Press freedom and responsibility

Press

THE Commonwealth team that was in Zimbabwe recently to assess whether the country was ready for readmission into the club of mainly former British colonies implored the local media to play a part in reuniting the country.

Addressing the media, team leader Luis Franceschi said: “I call on the media here that the great responsibility that you have is to move together, to find each other and close the gap that divides you which is a gap of perhaps mistrust, which is not essential.” His words came soon after the world marked the annual day against the persecution of journalists.

Zimbabwe also recently joined the international community in celebrating International Press Freedom Day. These important days have become days to moan restricted Press freedom space and also to honour journalists who have died in action across the globe. But one thing is missing from these celebrations, and that is self-introspection. Journalists should during these celebrations also discuss their responsibility, especially if they work in countries riddled with conflict.

Zimbabwe is one such country, which has been in the grip of an internecine conflict for over two decades now. Has the media in Zimbabwe over the years taken a stance that works for the resolution of the conflict, or has it worked to aggravate the situation? In other words has the media attempted to build bridges, or has it been part of the building of walls.

It is becoming increasingly clear that Zimbabweans are now collectively in a state of weariness. Over the past two decades the story has not been good; day in, day out, the media bombards the public with stories of gloom.

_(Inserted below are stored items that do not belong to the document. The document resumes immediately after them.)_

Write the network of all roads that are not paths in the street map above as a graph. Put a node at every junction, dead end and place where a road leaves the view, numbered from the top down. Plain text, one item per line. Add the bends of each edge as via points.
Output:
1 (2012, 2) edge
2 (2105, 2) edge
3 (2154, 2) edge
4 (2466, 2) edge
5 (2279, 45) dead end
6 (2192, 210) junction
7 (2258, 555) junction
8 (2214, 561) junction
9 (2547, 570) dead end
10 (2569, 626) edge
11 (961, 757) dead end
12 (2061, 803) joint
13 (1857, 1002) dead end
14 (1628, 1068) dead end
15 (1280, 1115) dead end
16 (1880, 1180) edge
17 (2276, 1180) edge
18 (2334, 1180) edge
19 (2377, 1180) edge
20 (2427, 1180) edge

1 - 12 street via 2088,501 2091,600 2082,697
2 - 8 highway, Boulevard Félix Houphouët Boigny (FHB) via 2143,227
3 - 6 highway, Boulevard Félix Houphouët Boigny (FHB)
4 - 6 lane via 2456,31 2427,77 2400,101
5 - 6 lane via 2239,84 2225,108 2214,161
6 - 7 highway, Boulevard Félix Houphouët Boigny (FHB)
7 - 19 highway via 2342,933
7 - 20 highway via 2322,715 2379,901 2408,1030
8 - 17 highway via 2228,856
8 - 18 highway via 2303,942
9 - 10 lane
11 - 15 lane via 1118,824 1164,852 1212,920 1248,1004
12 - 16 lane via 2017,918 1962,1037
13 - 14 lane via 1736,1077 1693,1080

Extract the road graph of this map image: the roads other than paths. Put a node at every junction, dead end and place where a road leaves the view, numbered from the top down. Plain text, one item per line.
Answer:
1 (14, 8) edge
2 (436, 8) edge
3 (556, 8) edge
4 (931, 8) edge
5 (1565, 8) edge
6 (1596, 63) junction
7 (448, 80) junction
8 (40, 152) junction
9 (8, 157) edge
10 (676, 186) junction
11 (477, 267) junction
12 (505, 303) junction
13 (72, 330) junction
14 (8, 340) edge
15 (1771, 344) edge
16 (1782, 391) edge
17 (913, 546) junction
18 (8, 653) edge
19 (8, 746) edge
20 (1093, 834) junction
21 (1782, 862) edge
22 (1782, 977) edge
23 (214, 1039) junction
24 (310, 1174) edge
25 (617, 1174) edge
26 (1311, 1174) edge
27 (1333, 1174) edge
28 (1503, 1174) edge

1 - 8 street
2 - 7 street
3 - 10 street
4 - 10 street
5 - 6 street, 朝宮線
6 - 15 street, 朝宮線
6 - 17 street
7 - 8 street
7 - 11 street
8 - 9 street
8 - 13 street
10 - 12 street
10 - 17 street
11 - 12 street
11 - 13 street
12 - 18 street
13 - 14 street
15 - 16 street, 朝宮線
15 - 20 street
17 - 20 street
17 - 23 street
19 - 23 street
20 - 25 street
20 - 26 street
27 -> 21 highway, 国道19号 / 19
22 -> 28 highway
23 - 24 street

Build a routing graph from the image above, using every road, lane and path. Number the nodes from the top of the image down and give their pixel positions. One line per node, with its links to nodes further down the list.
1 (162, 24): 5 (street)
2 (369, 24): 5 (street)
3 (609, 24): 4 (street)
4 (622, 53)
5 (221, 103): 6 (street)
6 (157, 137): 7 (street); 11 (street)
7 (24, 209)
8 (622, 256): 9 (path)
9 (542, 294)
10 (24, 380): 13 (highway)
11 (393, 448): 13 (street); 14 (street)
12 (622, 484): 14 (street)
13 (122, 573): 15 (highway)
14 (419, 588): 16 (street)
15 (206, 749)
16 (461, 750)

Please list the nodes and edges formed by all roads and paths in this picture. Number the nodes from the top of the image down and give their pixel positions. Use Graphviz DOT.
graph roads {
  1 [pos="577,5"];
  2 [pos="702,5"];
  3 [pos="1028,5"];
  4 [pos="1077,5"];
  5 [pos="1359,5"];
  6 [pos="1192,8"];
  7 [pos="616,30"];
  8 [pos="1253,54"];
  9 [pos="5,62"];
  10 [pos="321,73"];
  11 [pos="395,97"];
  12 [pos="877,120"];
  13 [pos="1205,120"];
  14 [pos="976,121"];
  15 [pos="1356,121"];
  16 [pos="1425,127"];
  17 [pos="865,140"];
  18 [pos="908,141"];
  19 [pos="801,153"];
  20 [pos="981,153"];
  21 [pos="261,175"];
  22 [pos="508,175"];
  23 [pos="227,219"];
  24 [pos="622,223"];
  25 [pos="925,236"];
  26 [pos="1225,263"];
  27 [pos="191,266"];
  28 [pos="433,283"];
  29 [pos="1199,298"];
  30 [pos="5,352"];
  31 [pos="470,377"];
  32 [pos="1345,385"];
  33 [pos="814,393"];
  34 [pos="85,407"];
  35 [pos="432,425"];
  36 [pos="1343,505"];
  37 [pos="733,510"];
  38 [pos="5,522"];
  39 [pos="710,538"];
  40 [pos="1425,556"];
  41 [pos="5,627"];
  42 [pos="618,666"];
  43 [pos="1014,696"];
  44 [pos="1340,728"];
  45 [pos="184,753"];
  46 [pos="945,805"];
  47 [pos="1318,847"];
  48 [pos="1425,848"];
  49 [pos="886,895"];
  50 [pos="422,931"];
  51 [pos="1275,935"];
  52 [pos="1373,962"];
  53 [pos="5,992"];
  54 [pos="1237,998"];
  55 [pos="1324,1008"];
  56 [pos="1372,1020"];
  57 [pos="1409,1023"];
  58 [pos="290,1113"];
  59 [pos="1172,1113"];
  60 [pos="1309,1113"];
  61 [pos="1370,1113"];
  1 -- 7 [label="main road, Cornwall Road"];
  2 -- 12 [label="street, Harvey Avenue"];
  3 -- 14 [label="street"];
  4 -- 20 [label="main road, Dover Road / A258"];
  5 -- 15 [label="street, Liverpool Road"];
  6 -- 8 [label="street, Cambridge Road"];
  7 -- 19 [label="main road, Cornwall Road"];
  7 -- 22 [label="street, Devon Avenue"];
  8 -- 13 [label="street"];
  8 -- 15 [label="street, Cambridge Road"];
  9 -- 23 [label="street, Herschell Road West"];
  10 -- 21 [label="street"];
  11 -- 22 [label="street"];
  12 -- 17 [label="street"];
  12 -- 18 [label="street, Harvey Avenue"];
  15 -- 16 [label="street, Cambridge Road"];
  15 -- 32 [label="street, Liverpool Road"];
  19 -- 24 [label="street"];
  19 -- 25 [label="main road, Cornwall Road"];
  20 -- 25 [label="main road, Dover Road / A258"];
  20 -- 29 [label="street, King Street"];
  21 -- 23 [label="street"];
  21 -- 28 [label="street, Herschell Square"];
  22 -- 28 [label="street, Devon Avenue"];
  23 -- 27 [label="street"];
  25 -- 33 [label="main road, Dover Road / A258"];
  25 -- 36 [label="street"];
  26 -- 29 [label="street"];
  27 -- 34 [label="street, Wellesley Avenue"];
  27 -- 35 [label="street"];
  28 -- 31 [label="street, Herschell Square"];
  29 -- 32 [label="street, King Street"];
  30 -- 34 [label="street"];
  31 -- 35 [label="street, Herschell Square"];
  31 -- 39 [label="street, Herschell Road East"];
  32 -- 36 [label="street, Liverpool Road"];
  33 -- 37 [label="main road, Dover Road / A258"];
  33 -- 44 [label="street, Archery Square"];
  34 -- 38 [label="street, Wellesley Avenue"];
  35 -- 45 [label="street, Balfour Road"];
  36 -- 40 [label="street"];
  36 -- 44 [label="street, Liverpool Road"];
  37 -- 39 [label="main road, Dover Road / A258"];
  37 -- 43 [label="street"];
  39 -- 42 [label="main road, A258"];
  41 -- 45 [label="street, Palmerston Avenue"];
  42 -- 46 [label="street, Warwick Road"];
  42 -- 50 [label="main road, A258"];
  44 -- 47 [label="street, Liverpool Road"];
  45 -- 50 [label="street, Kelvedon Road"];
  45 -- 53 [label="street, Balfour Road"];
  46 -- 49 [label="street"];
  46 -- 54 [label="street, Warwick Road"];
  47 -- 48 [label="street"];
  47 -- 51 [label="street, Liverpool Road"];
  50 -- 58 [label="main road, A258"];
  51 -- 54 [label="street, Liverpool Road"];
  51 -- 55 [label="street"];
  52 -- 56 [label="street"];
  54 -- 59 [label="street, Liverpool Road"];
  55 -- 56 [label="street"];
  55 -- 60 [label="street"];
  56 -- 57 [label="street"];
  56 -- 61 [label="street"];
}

The politics have not been right and the media has taken it upon itself to loud hail into our offices and homes the same story of doom and gloom. This is in spite of the fact that newspaper sales have been dropping astonishingly in the past decade pointing to the fact that the media, particularly print, has alienated itself from readers.

Online publications instead of being the saviours have been the worst culprits in damaging the collective reputation of journalism. A 2014 survey by the Ministry of Information, Media and Broadcasting Services adequately trapped the thinking of the general populace.

The Information and Media Panel of Inquiry (IMPI), among other observations, established that: “Most people complained that newspapers are out of touch with what people want to read. For example, most newspapers publish stories about politics yet the majority of people say they are now tired of political stories. They say they want to listen to or read about other issues that concern them and issues about people in the communities.”

In countries going through political crises journalists tend to embed themselves with political establishments and take the propaganda emanating from these political groupings as their major source of news. The situation is the same in Zimbabwe where the media is heavily polarised with the public media becoming the mouthpiece of the governing party, while the private media has rallied behind the opposition and civil society.

The situation is not peculiar to Zimbabwe. In 2005 Francis B Nyamnjoh in a paper titled Racism, Ethnicity and the Media in Africa: Reflections inspired by studies of xenophobia in Cameroon and South Africa concluded that: “One of the main findings of that study was that the media have assumed a partisan, highly politicised, militant role in Africa.

They have done so by dividing citizens into the righteous and the wicked, depending on their political party, ideological, regional, cultural or ethnic belonging.” Using the Cameroonian experience Nyamnjoh “sought to understand how scapegoatism, partisanship, and regional and ethnic tendencies in the media have affected their liberal democratic responsibility to act as honest, fair and neutral mediators — accessible to all and sundry.”

This point is more poignant when one considers the Zimbabwean situation. IMPI recorded “numerous complaints that newspapers publish falsehoods and so people no longer trust the media. The notion is affecting media business as people now feel that there is no need to buy newspapers that publish falsehoods.”

This shows that Zimbabwean media has abdicated its responsibility of being a disinterested arbiter of conflict; it has abrogated the codified ethics of journalism, namely accuracy, impartiality and fairness.

It has given itself a sense of power that has ruined objectivity, impartiality and credibility. A key principle of journalism should be to balance competing truths; truth is a complex concept which journalist should never claim to know. Journalists who have claimed to know the truth have worsened conflict often leading to genocide.